While it may not be a well-known fact, prefabricated houses have been an integral part of Australia’s built environment since the early days of European colonization. The first known prefabricated houses in Australia were made in Sydney in 1804 for shipping to Newcastle and Van Diemen’s Land (present-day Tasmania). By the middle of the nineteenth century, prefabricated houses were being packed and shipped from different parts of the world and assembled in emerging settlements across south-east Australia. Given this early and significant presence of prefabrication within the Australian housing industry, you might have thought that this mode of construction would be far more established than it actually is. However, numerous factors worked against the development of prefabrication within Australia, namely market perception and a lack of good design–build integration. Nonetheless, slowly but surely, the architecturally designed prefabricated house has re-emerged in Australia. Courtyard House, a collaboration between architecture practice Chrofi and prefabricated construction specialist Fabprefab, is a case study of how advanced building manufacture and good design can propel this industry out of the fringes and into the mainstream.

Courtyard House is not underpinned by the typical client–architect relationship.

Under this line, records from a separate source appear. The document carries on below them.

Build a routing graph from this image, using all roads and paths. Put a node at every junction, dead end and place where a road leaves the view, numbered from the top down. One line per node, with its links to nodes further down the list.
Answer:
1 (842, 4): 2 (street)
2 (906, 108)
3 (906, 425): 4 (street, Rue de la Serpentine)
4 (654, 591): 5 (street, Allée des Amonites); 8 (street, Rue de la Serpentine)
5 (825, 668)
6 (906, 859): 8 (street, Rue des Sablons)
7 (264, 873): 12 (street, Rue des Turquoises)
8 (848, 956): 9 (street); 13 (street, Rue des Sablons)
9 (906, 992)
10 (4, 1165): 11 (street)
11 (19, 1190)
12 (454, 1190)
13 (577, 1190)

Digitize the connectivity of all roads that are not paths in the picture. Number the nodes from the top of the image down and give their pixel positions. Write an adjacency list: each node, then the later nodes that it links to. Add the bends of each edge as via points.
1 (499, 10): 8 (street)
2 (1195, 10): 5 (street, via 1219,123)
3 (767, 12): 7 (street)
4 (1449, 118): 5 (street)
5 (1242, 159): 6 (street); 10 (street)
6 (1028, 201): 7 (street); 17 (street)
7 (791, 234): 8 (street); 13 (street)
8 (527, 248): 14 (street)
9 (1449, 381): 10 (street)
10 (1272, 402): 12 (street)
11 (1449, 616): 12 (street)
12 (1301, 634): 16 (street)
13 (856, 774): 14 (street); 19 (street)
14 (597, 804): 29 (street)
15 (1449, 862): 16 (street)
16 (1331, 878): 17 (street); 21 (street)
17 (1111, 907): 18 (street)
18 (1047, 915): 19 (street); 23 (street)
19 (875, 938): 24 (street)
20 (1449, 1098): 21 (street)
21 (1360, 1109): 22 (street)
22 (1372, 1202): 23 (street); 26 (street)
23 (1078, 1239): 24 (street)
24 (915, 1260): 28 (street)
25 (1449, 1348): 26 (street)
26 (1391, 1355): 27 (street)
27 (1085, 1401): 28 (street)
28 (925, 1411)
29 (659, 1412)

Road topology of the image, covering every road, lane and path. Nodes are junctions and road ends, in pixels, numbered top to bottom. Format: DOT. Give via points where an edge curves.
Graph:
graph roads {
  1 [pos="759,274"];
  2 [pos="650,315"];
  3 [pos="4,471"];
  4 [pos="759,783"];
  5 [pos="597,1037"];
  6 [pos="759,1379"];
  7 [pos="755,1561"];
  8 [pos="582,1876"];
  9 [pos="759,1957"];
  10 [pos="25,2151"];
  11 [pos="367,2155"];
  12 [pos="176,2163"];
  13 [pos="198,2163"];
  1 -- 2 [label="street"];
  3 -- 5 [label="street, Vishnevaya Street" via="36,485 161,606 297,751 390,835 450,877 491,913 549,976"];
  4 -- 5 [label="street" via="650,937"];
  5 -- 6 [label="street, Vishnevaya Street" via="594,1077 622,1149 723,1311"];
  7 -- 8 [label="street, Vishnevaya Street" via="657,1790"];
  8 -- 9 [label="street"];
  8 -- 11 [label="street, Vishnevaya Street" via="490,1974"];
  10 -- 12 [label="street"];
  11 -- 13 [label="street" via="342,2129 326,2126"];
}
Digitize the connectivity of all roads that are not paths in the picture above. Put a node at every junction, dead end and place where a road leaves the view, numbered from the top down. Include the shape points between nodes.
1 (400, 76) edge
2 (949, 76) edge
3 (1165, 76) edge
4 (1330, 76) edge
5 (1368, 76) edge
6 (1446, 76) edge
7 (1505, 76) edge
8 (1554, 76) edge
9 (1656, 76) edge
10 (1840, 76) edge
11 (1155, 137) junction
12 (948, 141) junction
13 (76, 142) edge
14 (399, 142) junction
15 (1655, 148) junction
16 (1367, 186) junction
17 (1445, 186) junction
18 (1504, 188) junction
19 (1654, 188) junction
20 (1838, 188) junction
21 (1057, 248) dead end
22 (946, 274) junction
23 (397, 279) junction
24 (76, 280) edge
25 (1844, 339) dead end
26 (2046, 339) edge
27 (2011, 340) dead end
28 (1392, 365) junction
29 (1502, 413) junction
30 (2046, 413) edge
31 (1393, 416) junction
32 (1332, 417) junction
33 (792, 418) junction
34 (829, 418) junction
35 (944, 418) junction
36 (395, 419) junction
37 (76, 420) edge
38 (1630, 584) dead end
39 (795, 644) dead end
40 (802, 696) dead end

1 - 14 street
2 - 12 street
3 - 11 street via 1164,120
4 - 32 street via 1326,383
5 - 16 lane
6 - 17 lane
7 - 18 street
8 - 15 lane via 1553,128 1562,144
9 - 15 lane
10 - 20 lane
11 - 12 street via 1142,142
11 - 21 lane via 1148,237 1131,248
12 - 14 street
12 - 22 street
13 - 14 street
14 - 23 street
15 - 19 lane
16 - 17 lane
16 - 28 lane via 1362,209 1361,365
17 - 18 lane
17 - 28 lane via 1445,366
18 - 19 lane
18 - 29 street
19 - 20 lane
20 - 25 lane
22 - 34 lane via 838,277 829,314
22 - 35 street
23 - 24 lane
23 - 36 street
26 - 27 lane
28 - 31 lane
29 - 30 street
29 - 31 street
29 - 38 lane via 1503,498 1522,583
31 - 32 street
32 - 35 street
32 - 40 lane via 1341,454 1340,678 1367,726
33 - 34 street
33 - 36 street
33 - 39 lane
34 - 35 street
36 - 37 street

In this instance, the client was Fabprefab, a company that specializes in producing highly crafted prefabricated houses. The project was conceived as a prototype to test the potential of combining award-winning architectural design expertise and the innovative processes of prefabrication. Fraser Mudge, lead architect on the project, says that the aim of this collaboration was to “lift the ambition of the prefab home.” Prefabricated builds have a public image problem – when you look at them, “they’re so obviously a prefab,” explains Fraser – and this has hindered the acceptance of this mode of design and construction, particularly in Australia. One of the main objectives of this prototype was therefore to show that a house that has been made in a factory and shipped to site can be designed just as well as another house that has taken nearly a year to build on-site from scratch. With this objective in mind, the house certainly does not disappoint.

Thrown into the design challenge was the off-grid nature of the project. The house is completely powered by solar energy – with enough power to run an airconditioning unit – and has its own drinking and wastewater treatment. This literally means it could be placed on any site anywhere in Australia. The site for Courtyard House is located in the beach-side forests of the New South Wales Central Coast. The house has been designed to meet the Bushfire Attack Level ratings for the fire-risk zone, and these components have been integrated into the design in a very considered manner. This is one of the clear benefits of this project: its prefabrication ensures that the quality of the build is controlled and compliant, and its architectural design means that aspects such as ember screens and shutters are integral to the design. Nothing here is an afterthought.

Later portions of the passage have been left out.